Make no mistake about it, the Manchester quintet’s records to date have all been deeply rooted in the prog-rock tradition, somehow managing to sound focused while they went off on mind-boggling tangents, switching between time signatures like it was going out of style.

‘Self Preserved While The Bodies Float Up’ could well be the group’s most immediate record to date. It’s a whole fifteen minutes shorter than their last effort, 2007’s ‘Frames’, and comes across as displaying an entirely new side of the band. While their first three albums were easy to admire but difficult to understand, number four carries a clear message, that of ‘We like to take risks’.

They certainly do. Opener ‘Part Cardiac’ is a shamelessly brutal four minutes of crashing guitars and theatrical vocals, with frontman Mike Vennart erupting into a blood-curdling scream near the song’s end, before it changes tack and an ominous, chugging riff finishes things. It’s blistering, uncompromising, and a contender for the heaviest song they’ve written to date - though ‘Sleeping Dogs and Dead Lions’ might have something to say about that claim.

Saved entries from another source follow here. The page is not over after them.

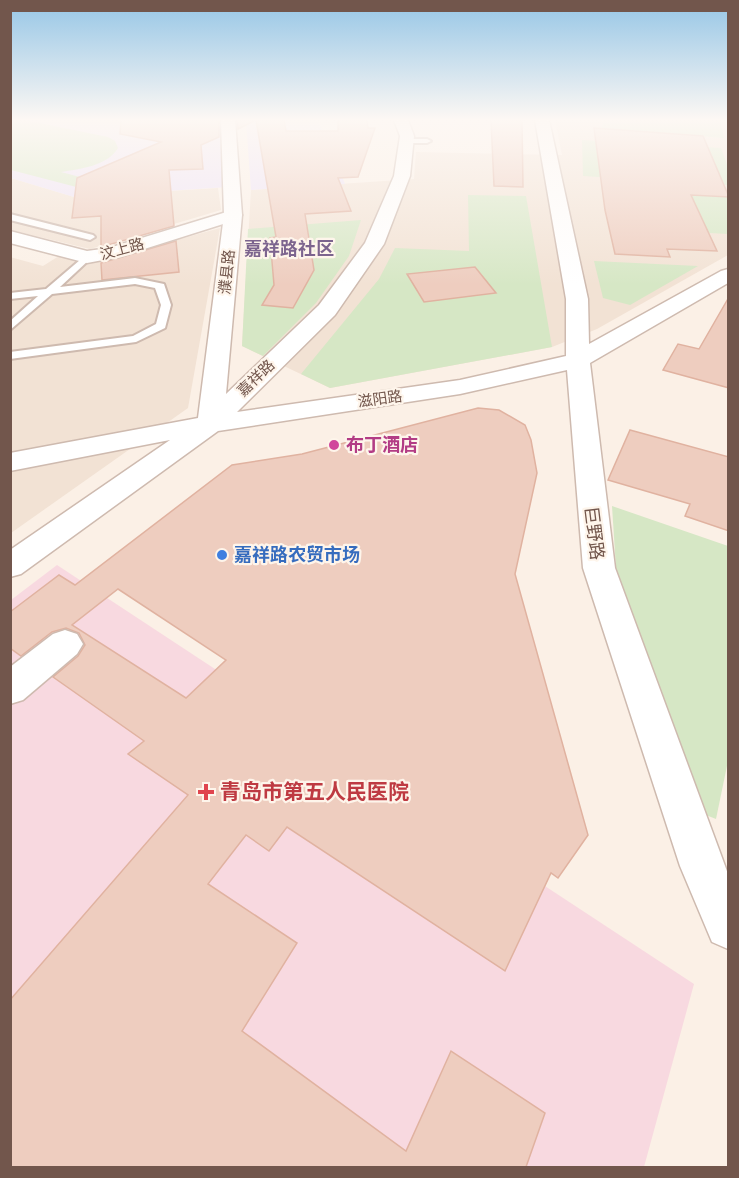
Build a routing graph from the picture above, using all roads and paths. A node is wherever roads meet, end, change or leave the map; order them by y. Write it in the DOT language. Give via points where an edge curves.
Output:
graph roads {
  1 [pos="231,175"];
  2 [pos="402,175"];
  3 [pos="553,175"];
  4 [pos="233,215"];
  5 [pos="10,217"];
  6 [pos="10,237"];
  7 [pos="90,237"];
  8 [pos="87,257"];
  9 [pos="729,275"];
  10 [pos="49,291"];
  11 [pos="10,296"];
  12 [pos="10,327"];
  13 [pos="10,356"];
  14 [pos="578,360"];
  15 [pos="210,424"];
  16 [pos="10,462"];
  17 [pos="10,566"];
  18 [pos="65,644"];
  19 [pos="10,689"];
  20 [pos="729,927"];
  1 -- 4 [label="street, 濮县路"];
  2 -- 15 [label="street, 嘉祥路" via="374,244 327,310"];
  3 -- 14 [label="street, 巨野路" via="577,298"];
  4 -- 8 [label="street, 汶上路" via="112,253"];
  4 -- 15 [label="street, 濮县路"];
  5 -- 7 [label="lane"];
  6 -- 8 [label="street, 汶上路"];
  8 -- 10 [label="lane"];
  9 -- 14 [label="street, 滋阳路"];
  10 -- 11 [label="lane"];
  10 -- 12 [label="lane"];
  10 -- 13 [label="lane" via="135,280 160,286 166,305 161,326 136,339"];
  14 -- 15 [label="street, 滋阳路" via="460,387"];
  14 -- 20 [label="street, 巨野路" via="599,568 702,866"];
  15 -- 16 [label="street, 滋阳路"];
  15 -- 17 [label="street, 嘉祥路"];
  18 -- 19 [label="street"];
}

One might expect this album to continue in much the same fashion. Indeed,Vennart has said that the album is ‘mainly heavier [than what’s gone before]’, but this isn’t really the case. Aside from ‘Part Cardiac’, ‘Build Us A Rocket Then…’ (a song which features sublime drumming from Mark Heron, one of the best sticksmen in the country) and ‘It’s My Tail And I’ll Chase It If I Want To’ (whose abrupt beginning after thirty seconds of studio noise is as unexpected as it is brilliant), ‘Self Preserved…’ is a much gentler affair than had been suggested.

The album finishes with two slow-burners, ‘Pine’ (which finds the band moving further into post-rock territory than ever before) and ‘SuperImposter’, which sounds like something Biffy Clyro might have written during the ‘Infinity Land’ sessions (an album that has much in common with this one, given that it was wildly unpredictable). There are other moments of beauty evident: ‘Silent/Transparent’ is the most fragile and affecting song they’ve written thus far.

The real star of the show is the centrepiece, ‘Oscar Acceptance Speech’, which owes something to Mew and their brand of dream-pop, riding along for a few minutes on reverb-laden vocals and piano, before a massive riff (there’s quite a few of them here, if you hadn’t already guessed) enters and the song goes stratospheric in what is possibly the single finest moment of music in 2010 so far. We say possibly because it finds its rival in the entry of the blissed-out strings around five-and-a-half minutes in. It’s indicative of the new, more gentle side of Oceansize that eventually comes to define the album, and it is nothing short of stunning.

Much the same could be said for the record itself. It’s a grower - well, not like Oceansize records ever weren’t growers - but takes hold much quicker than its predecessors. They have infused a whole new sort of intensity into their music, opting for a subtle and layered approach, as opposed to, say, ‘Homage to a Shame’, which is about as subtle as a punch in the face. The way the album builds is quite remarkable. It is a record of extremes, capturing the group at their heaviest, their softest, their loudest and their most delicate. It is, rather appropriately, ocean-sized.